If we were in doubt as to whether Williams is an employee of the Consumers Ice Company, Inc., we are of the opinion he would still be entitled to workmen’s compensation under the provisions of LSA-R.S. 23:1061, Acts 1914, No. 20, § 6(1) (2), which stipulate:
“Where any person (in thi.s section referred to as principal) undertakes to execute any work, which is a part of his trade, business, or occupation or which he had contracted to perform, and contracts with any person' (in this section referred to as contractor) for the execution by or Under the contractor of the whole or any part of the work undertaken by the principal, the principal shall be liable to pay to any employee employed in the execution of the work or to his dependent, any compensation under this Chapter which he would have been liable to pay if the employee had been immediately employed by him; and where compensation is claimed from, or proceedings are taken against, the principal, then, in the application of this Chapter reference to the principal shall be substituted for reference to the employer, except that the amount of compensation shall be calculated with reference to the earnings of the employee under the employer by whom he is immediately employed.
*249 “Where the principal is liable to pay compensation under this Section, he shall be entitled to indemnity from any person who independently of this Section would have been liable to pay com.pensation to the employee or his dependent, and shall have a cause of action therefor.”
The purpose of the quoted section was to prevent the evasion of compensation by an employer engaged in a hazardous trade when the work let by the contract is a part of the regular .business of the principal. In Snyder v. Kolb, 1929, 11 La.App. 414, 123 So. 454, the defendant urged as a defense that he owned a small sawmill which he leased to one Simpson at the same time he entered into a contract with Simpson for the cutting, hauling and manufacturing of said timber and he was to be paid a. consideration for said lease at the rate of fifty cents per thousand feet for the lumber manufactured. The defense was rejected and compensation allowed under the provisions of section 6 of the Workmen’s Compensation Act to the employee of Simpson who was injured while operating a saw in the mill.

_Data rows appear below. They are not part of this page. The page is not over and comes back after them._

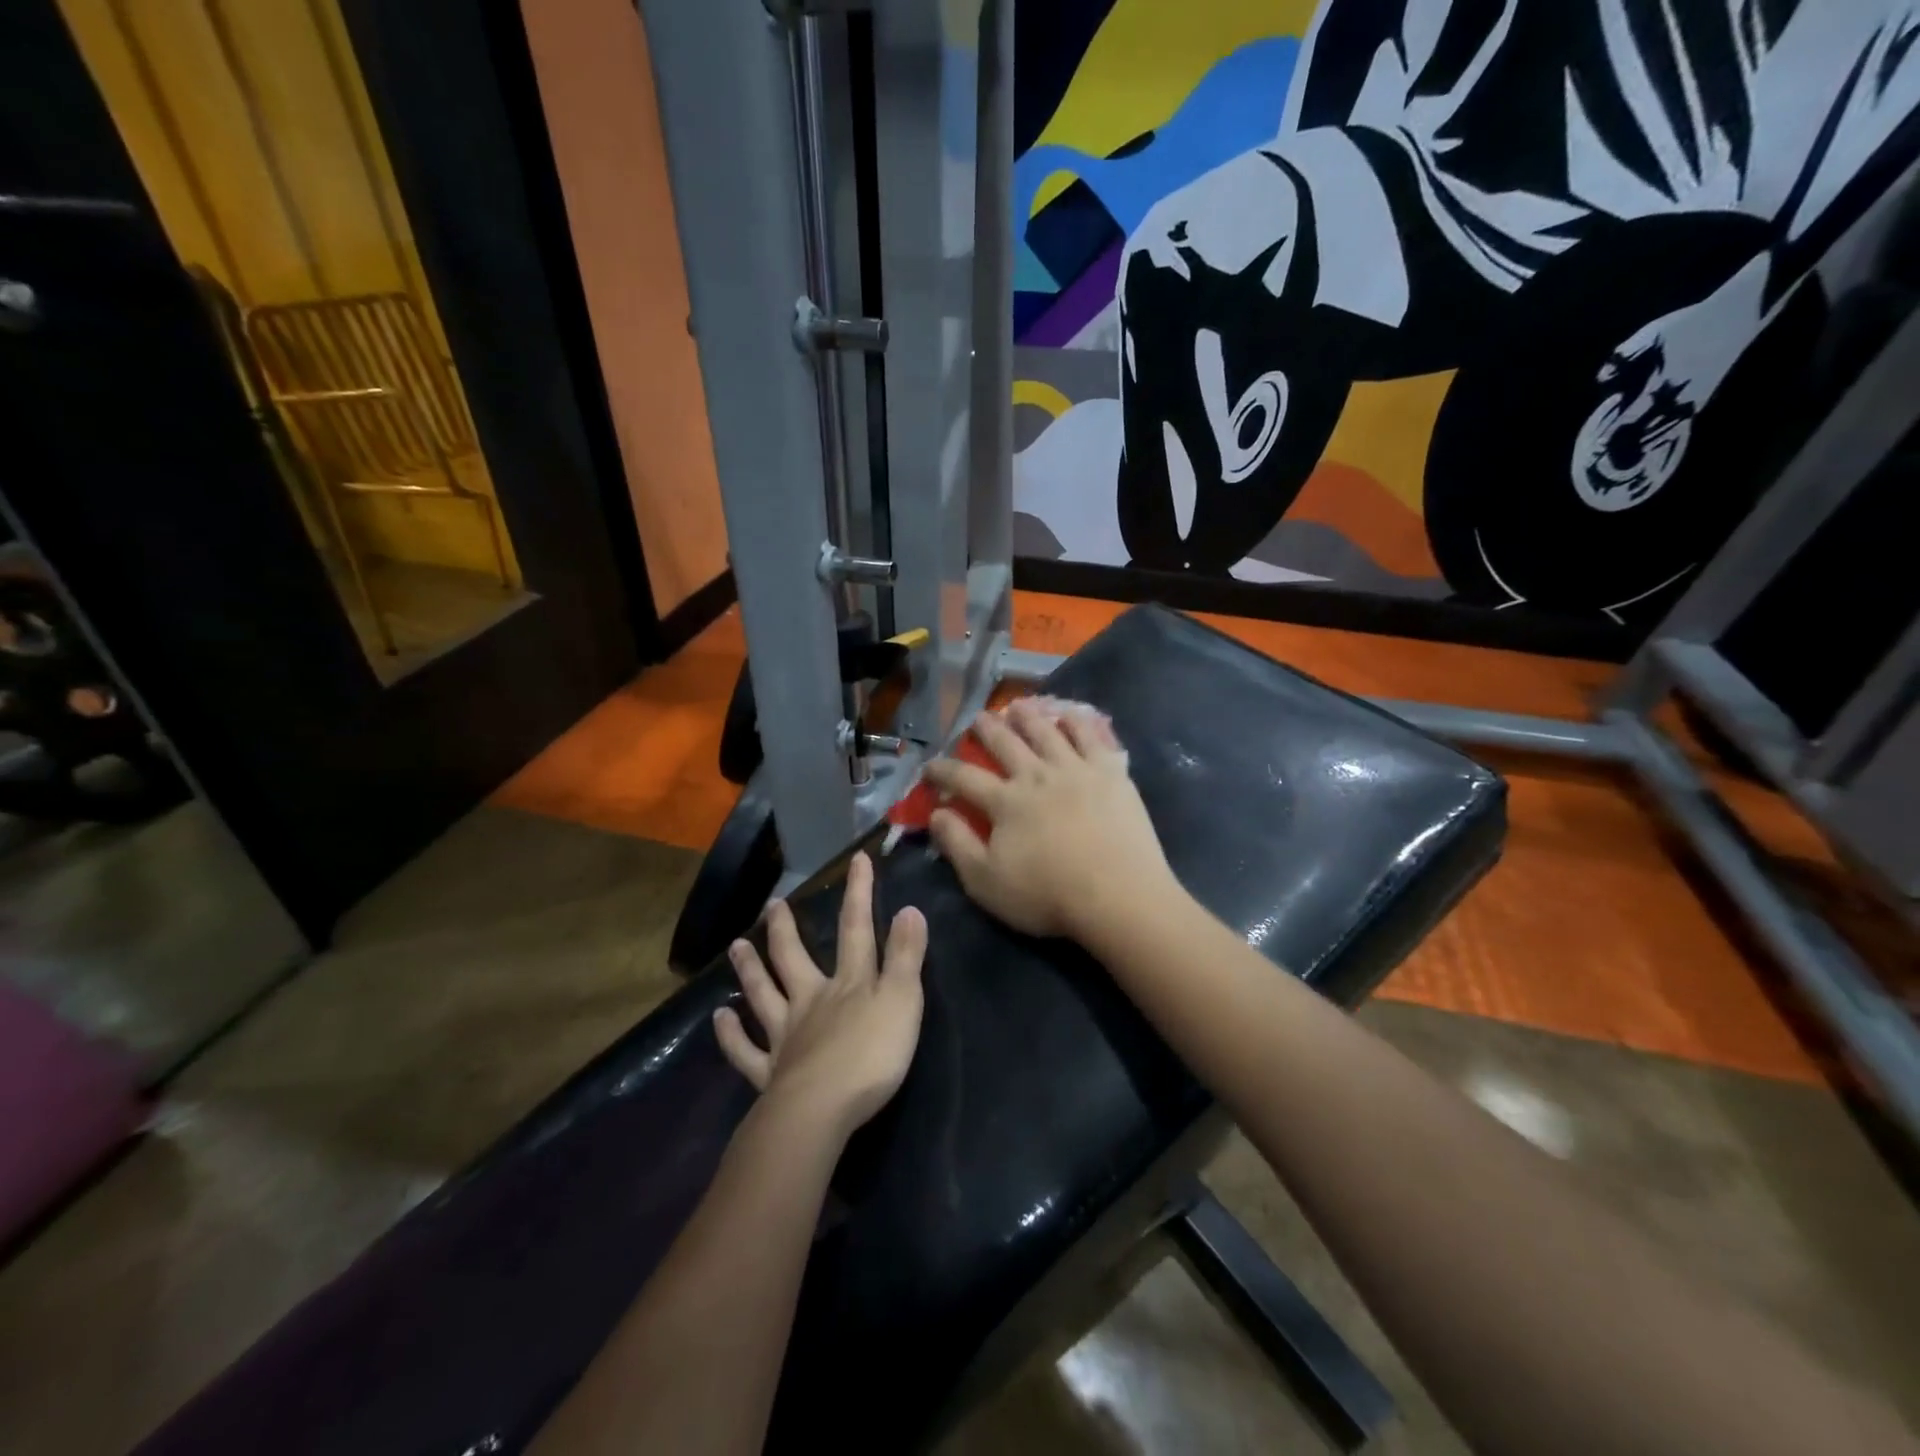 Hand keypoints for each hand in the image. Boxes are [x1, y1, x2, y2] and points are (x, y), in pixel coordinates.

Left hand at [713, 852, 927, 1141]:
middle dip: (785, 929)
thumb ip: (906, 956)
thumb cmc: (871, 1055)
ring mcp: (786, 1036)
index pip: (857, 929)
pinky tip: (719, 1018)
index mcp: (849, 983)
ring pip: (764, 995)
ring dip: (751, 970)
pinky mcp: (770, 1074)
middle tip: (772, 905)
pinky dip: (731, 1035)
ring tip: (737, 946)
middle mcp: (811, 1000)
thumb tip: (909, 908)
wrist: (822, 1111)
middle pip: (794, 958)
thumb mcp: (903, 1001)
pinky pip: (745, 1051)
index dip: (859, 893)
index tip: (856, 860)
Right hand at [924, 698, 1176, 940]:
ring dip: (1027, 716)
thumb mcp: (986, 882)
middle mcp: (1036, 775)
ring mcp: (1075, 769)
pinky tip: (1069, 716)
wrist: (1118, 896)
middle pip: (1005, 743)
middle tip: (977, 718)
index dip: (943, 770)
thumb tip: (935, 813)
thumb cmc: (1048, 895)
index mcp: (1004, 801)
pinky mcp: (1110, 771)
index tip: (930, 766)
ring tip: (1018, 706)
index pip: (964, 777)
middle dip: (986, 729)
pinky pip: (1090, 736)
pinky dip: (1076, 721)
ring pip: (1045, 731)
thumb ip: (957, 844) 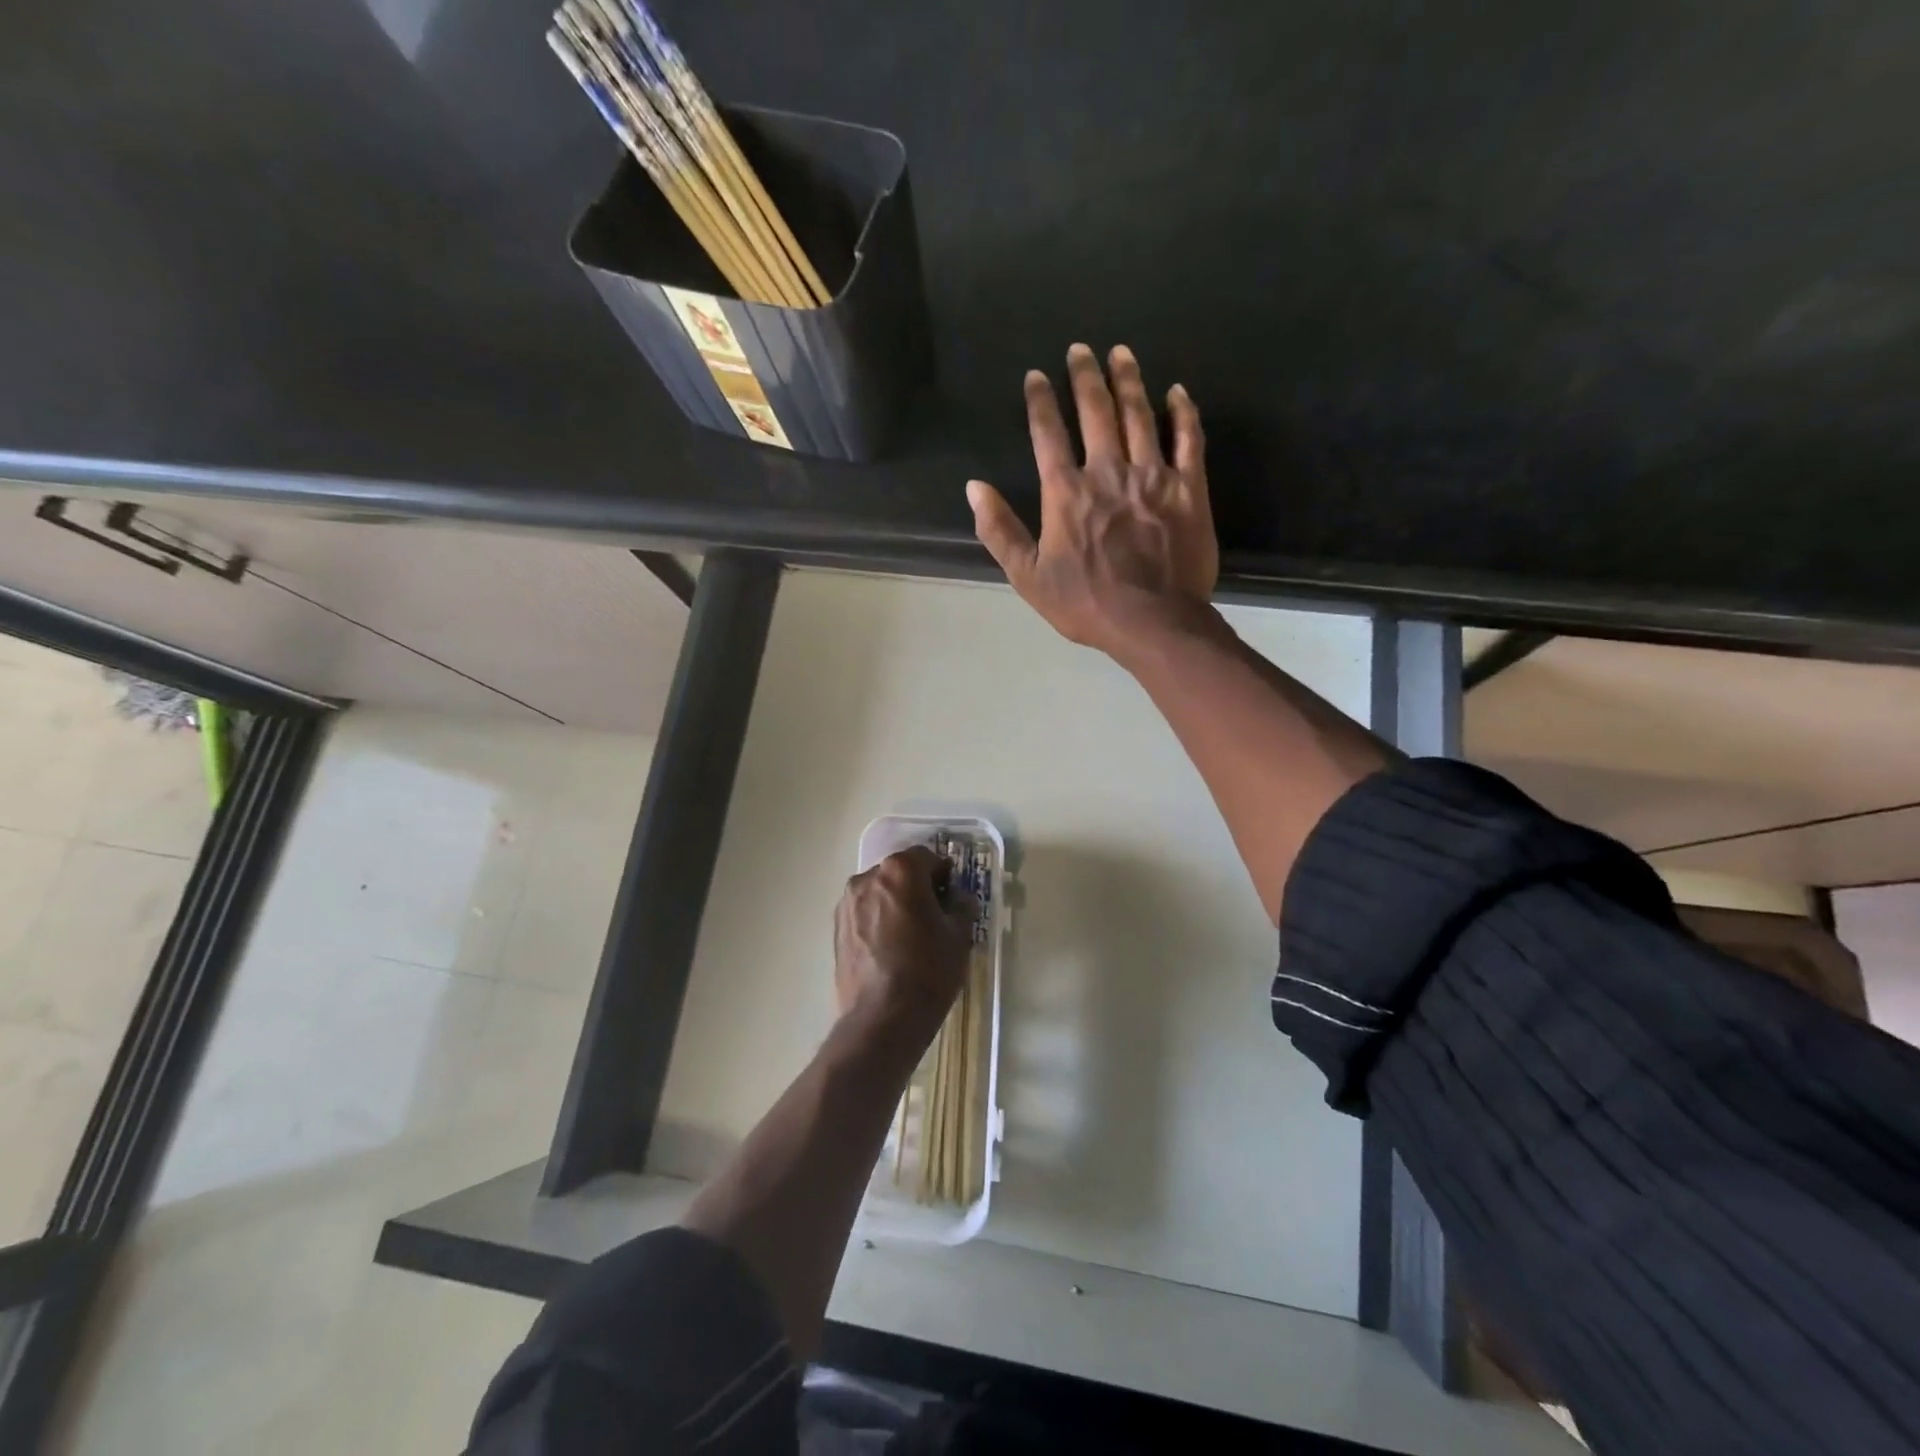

See also Malone’s Louisiana Workmen’s Compensation Law and Practice, §§ 121, 122, 124, 125 and 126. On page 157, the author says:
“So long as the contracted work is a part of the general physical operations of the principal’s hazardous business, this problem will not present any difficulty, because oitr courts have consistently held that the hazardous character of the principal’s work is shared by all subordinate but necessary enterprises that serve it.” (Emphasis added.)
The business of appellant being the manufacture of ice, the contract with Morgan, whether it be a lease or not, renders it liable for workmen’s compensation to an employee of Morgan injured while scoring or cutting ice within the scope of his employment.
The judgment from which appealed should be and is hereby affirmed. Appellant is taxed with all costs of this suit, including costs of this appeal.